Look through the lines below and extract each one that contains "Santa".
Dataset records Start Marker
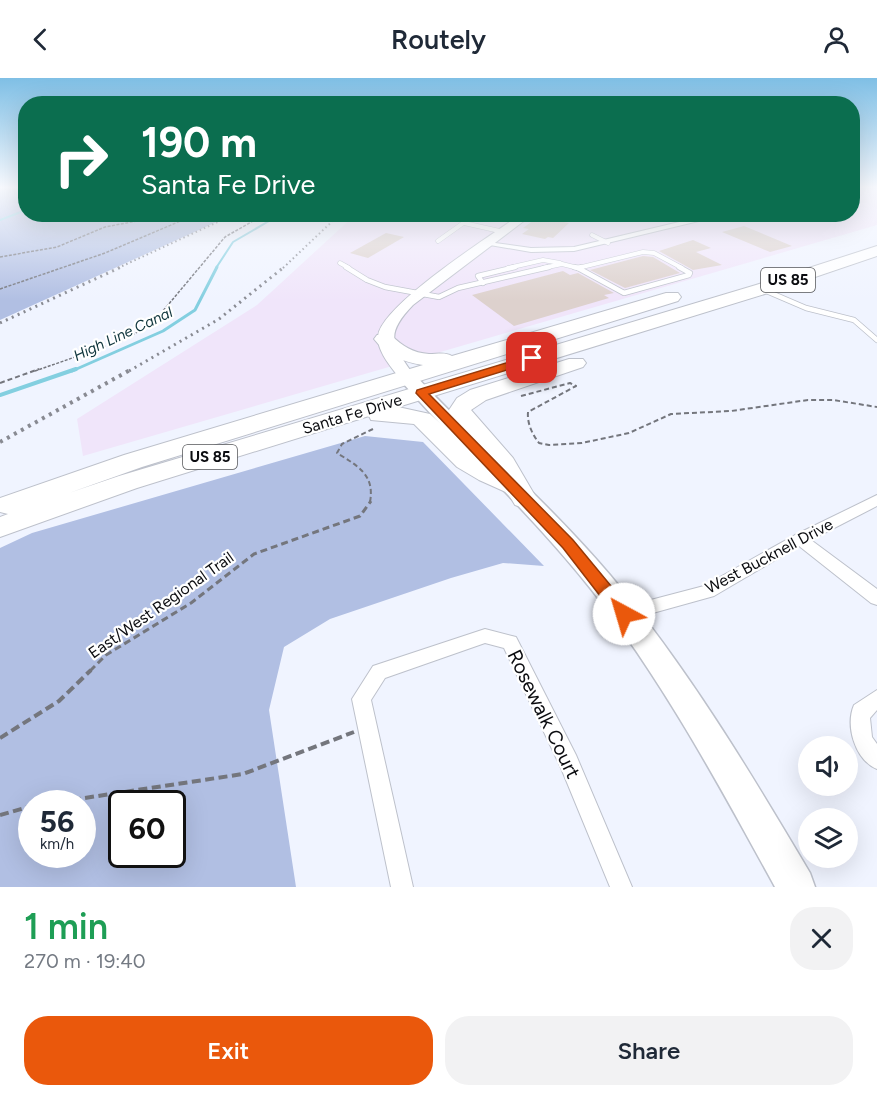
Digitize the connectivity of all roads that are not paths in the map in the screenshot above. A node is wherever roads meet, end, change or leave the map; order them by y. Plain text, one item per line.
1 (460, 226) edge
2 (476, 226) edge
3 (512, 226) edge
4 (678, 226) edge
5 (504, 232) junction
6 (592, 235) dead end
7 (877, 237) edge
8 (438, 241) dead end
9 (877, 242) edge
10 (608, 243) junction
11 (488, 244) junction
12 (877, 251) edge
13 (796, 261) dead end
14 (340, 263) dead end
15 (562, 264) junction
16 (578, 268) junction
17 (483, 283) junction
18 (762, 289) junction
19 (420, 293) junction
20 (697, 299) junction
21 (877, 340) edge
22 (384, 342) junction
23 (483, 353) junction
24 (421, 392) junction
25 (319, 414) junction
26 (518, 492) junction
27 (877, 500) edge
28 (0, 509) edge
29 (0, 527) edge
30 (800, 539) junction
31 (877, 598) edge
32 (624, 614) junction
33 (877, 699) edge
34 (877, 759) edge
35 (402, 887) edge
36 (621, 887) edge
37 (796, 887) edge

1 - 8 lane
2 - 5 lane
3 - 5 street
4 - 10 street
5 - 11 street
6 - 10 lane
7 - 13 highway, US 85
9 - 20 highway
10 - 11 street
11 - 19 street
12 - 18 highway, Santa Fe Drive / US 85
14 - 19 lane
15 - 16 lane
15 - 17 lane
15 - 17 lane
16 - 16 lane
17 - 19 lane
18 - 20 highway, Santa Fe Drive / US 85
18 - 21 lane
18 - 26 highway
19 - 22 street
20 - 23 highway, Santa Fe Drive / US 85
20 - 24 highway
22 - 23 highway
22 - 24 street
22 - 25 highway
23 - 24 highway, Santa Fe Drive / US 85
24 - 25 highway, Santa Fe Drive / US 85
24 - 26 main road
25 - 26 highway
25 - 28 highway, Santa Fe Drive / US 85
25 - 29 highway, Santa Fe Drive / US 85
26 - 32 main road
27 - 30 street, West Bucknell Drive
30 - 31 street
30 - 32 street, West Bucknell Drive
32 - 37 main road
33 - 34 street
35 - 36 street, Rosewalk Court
Dataset records End Marker
**Result of the exercise:**
12 - 18 highway, Santa Fe Drive / US 85
18 - 20 highway, Santa Fe Drive / US 85
20 - 23 highway, Santa Fe Drive / US 85
23 - 24 highway, Santa Fe Drive / US 85
24 - 25 highway, Santa Fe Drive / US 85
25 - 28 highway, Santa Fe Drive / US 85
25 - 29 highway, Santa Fe Drive / US 85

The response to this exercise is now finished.